There were also interfaces that needed to be redefined to take account of the 32bit code. As well as the interfaces that were obvious - register buffers, registered callbacks and the like - there were interfaces you would otherwise have completely forgotten about. SWI Sound_QSchedule has the option to use a callback function, rather than a SWI number, and differentiates them by the SWI number having the top 4 bits set. Clearly this cannot work in 32bit mode and because this is the only way that the special operations can be flagged, the interface cannot be made 32bit safe at all.

In this case, I created a new SWI, which was easy enough to do. It is unlikely that many applications would actually have used it, but !Maestro would be one of those applications (even if it wouldn't have used that particular part of the API). Removing one of the core applications that were distributed with the Operating System would be guaranteed to annoy someone.

You could probably bet that someone somewhere had thought themselves very cunning for timing their game off the SoundScheduler clock, and being completely outraged if the call were deprecated with no replacement.

Similarly, there were internal constraints that needed to be resolved in some modules. I have already mentioned the WindowManager's manipulation of window handles, which needed to change as (even without 32bit) the workspace for the WindowManager could be anywhere in memory, including where the top bit was set (which would make it a negative signed number). All of the places where the WindowManager checks for a negative number to mean something special - top of the window stack, icon bar, background of the window (instead of icon number), and so on - needed to change to check more carefully.

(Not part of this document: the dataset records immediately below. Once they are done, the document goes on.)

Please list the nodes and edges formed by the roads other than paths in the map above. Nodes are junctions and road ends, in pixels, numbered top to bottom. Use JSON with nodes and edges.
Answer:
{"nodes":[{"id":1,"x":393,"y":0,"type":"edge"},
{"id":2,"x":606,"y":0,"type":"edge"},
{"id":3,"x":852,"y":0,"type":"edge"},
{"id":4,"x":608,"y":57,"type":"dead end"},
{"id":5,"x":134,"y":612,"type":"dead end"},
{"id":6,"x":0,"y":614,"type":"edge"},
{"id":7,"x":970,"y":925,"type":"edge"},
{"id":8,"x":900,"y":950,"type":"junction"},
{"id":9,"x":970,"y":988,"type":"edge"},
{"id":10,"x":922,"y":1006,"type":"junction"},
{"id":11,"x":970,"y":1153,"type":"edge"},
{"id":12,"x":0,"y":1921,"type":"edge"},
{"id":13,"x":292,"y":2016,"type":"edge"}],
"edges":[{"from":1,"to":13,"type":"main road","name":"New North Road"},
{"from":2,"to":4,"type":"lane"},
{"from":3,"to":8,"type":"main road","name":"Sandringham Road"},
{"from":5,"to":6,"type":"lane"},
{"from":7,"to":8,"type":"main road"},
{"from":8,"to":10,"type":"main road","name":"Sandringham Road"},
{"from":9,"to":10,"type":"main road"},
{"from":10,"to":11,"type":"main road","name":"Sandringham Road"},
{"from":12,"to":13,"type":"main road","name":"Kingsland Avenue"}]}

In each case this was a matter of reviewing the PRMs and any related updated documentation through application notes and the like, checking what the documented behaviour was, and ensuring that the code matched the description. If the description allowed for any negative number (I don't remember where, but I'm sure there was one), it was reduced to a negative -1, -2, -3 (which were the most likely uses of the negative numbers). SWI Wimp_GetPointerInfo can return icon numbers that are lower than -3, if I am remembering right - if the pointer is over the furniture. All these were meant to be able to be returned but weren't expected to be passed to a WindowManager SWI call, so they shouldn't matter.

The last set of modules to be converted were the printer driver modules. These hadn't actually been touched by any part of the RISC OS work up till then, and they were in a very bad state for it. Many hadn't even been updated for the new Makefile system, and this had to be done first. By the time that they came to be updated, the BTS system was in full use throughout the system and it was easy to insert more detail into the printer drivers.

Adding the BTS data in the builds made for a significantly easier time of debugging the system. On failures within the WindowManager, the redirection system would be put back to a sensible state and it was rarely fatal (which is surprising given how complicated the printing system is and how many things are redirected). Usually it was simple to issue a *BTSDump -a to get a backtrace of where the last problem was, and be able to see the memory and operations which were being manipulated.

I did fix a few minor things in the process. For example, PDriverPS would complain if you tried to print without ever having seen the !Printers application - it wanted to load the prologue and other resources from within it. Normally this wouldn't be an issue, but !Draw allowed EPS ('Encapsulated PostScript') export in its save menu, which it implemented through printing to a file through the PDriverPS modules.

I added a few resources to the module so that if the !Printers resource could not be found it would use them instead - and then you could save to EPS from !Draw without having to know anything about how it was doing it. I'll make not comment on how reliable the EPS output was or the validity of the code it produced - that was a whole separate minefield that I didn't really want to get into at the time!